Saved data entries:

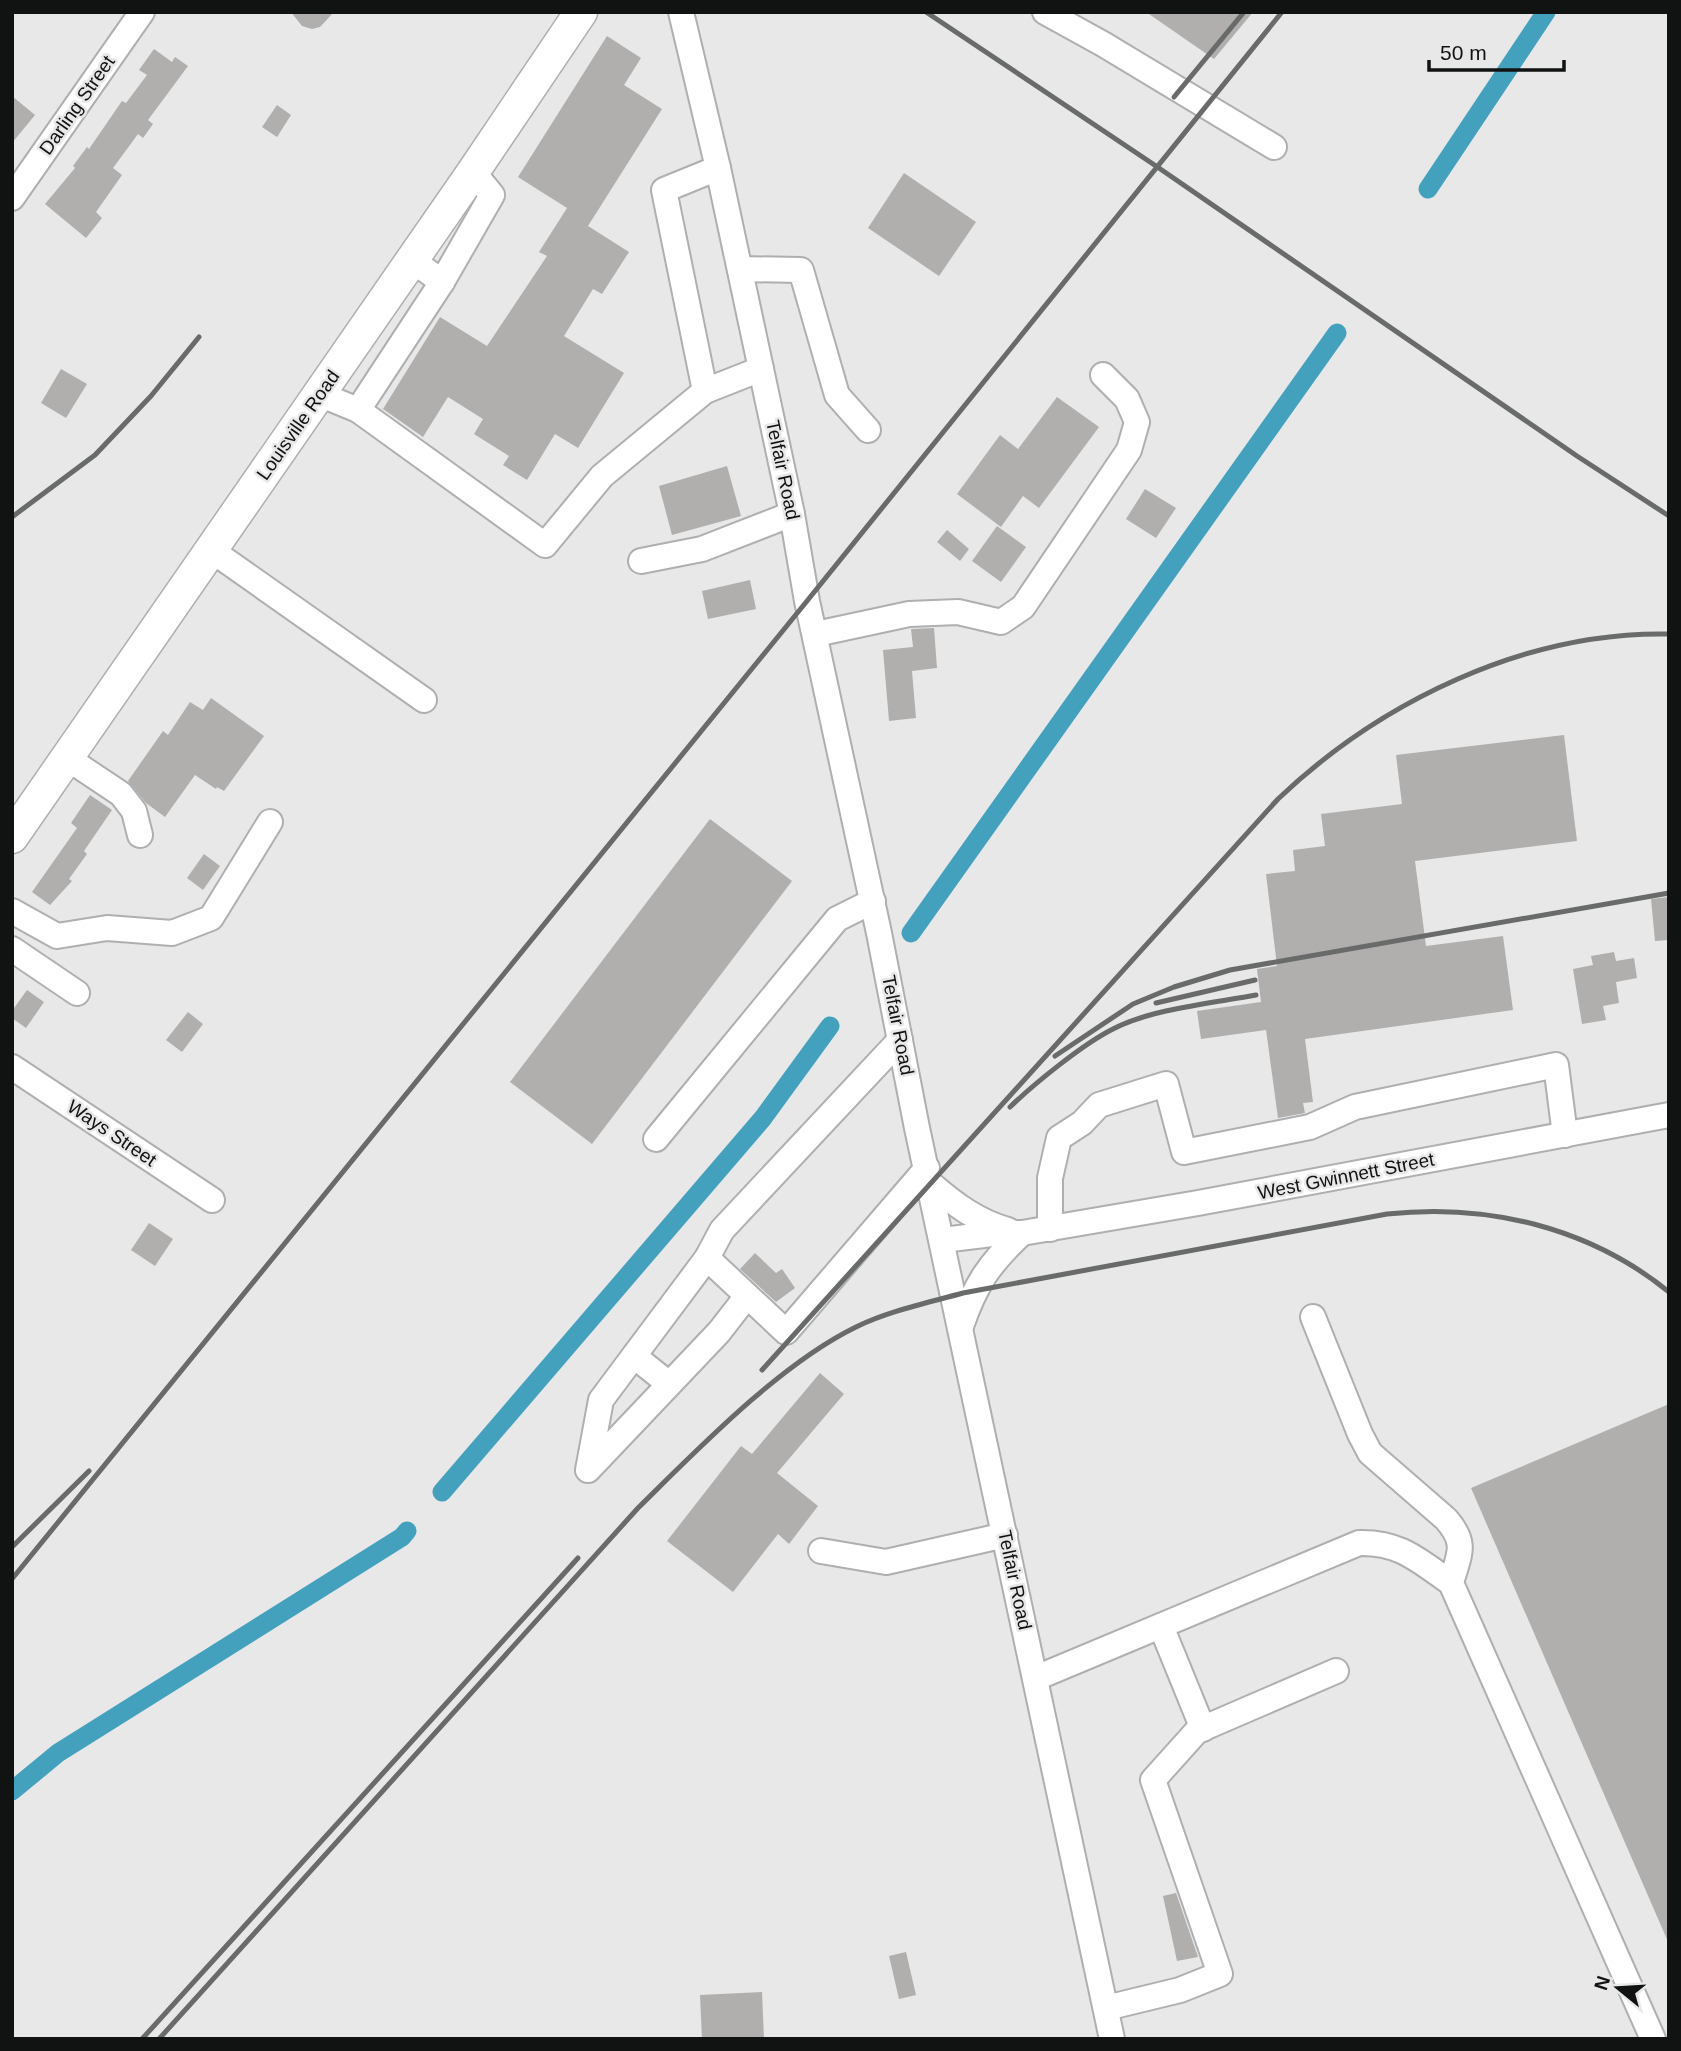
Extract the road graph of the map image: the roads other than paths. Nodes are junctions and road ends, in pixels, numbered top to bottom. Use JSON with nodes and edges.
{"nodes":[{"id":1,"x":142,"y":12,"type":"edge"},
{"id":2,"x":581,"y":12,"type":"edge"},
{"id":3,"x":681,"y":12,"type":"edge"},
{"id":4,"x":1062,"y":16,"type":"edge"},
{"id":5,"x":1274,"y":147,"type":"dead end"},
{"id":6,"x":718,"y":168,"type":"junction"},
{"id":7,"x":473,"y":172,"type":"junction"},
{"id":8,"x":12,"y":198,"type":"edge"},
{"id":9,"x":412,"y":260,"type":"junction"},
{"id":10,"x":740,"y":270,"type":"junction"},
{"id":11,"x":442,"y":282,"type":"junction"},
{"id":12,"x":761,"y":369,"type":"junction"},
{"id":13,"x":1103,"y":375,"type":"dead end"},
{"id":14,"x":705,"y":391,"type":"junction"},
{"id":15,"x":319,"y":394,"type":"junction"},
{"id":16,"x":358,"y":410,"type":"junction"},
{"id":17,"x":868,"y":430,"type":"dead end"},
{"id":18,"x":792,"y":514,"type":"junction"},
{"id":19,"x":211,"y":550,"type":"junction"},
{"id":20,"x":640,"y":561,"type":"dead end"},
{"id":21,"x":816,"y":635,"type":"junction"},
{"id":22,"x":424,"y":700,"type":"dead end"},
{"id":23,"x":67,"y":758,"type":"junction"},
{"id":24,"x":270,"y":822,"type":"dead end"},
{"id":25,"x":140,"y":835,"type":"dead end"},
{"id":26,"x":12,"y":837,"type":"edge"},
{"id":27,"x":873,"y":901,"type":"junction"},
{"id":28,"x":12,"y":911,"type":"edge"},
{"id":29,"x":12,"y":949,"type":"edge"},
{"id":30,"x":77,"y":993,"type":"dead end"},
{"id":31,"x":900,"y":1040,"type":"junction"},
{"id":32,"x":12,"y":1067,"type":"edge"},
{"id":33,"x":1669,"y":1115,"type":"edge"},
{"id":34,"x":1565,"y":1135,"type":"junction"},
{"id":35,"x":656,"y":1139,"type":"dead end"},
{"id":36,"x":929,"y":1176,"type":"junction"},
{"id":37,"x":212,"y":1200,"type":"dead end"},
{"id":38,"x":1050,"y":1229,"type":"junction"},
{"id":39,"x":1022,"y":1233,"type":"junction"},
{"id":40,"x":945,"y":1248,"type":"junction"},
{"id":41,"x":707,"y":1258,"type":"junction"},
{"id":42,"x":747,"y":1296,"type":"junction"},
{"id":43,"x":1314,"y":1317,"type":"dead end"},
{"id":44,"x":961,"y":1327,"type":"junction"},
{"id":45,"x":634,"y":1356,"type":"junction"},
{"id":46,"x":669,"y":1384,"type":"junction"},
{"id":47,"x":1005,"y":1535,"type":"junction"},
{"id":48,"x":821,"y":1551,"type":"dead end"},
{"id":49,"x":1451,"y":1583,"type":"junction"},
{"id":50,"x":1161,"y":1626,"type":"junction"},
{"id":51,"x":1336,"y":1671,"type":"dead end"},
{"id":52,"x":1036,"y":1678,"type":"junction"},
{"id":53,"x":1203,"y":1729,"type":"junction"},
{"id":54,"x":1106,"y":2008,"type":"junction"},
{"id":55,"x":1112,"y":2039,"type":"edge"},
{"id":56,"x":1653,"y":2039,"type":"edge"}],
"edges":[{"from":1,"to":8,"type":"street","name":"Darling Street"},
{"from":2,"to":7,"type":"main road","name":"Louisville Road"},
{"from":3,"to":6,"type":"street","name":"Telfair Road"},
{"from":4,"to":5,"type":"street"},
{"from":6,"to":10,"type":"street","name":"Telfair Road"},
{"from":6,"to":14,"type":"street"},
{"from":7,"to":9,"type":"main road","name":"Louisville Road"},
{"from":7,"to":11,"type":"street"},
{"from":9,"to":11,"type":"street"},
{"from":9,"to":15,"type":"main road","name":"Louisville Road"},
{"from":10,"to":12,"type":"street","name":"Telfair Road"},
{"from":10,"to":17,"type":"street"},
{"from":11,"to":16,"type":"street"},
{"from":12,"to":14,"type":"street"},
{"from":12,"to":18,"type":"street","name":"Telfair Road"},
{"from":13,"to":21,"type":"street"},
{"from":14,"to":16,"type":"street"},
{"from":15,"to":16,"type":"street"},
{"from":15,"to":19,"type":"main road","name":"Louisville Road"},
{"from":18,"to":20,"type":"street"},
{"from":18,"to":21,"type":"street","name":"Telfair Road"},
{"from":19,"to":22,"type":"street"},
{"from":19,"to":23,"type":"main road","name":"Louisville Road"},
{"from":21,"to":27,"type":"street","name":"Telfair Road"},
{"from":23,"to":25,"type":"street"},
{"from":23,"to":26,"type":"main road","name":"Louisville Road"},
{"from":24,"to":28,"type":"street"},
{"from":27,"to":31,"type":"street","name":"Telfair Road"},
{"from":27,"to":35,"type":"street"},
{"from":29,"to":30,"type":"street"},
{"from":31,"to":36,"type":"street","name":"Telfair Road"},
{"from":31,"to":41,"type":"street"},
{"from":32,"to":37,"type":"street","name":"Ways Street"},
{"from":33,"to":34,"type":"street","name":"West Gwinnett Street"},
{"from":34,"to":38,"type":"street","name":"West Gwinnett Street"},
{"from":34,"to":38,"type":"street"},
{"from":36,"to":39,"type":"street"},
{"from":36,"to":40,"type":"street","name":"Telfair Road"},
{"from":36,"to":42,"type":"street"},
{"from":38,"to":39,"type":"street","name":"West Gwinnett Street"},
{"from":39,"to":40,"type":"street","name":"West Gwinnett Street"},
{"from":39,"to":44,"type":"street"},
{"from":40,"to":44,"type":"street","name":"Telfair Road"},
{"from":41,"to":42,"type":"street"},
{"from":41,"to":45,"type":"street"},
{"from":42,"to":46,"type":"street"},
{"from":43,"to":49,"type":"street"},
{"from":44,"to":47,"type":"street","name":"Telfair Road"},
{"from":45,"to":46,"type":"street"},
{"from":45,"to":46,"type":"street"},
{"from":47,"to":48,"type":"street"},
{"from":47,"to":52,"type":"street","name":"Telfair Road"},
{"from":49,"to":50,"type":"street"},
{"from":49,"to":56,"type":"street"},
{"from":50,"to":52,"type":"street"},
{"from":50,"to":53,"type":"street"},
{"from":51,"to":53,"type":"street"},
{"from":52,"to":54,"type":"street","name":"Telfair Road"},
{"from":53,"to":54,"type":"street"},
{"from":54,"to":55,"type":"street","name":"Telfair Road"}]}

Requirement: A single figure is required: how many lines above contain the word "Louisville".

Output: 6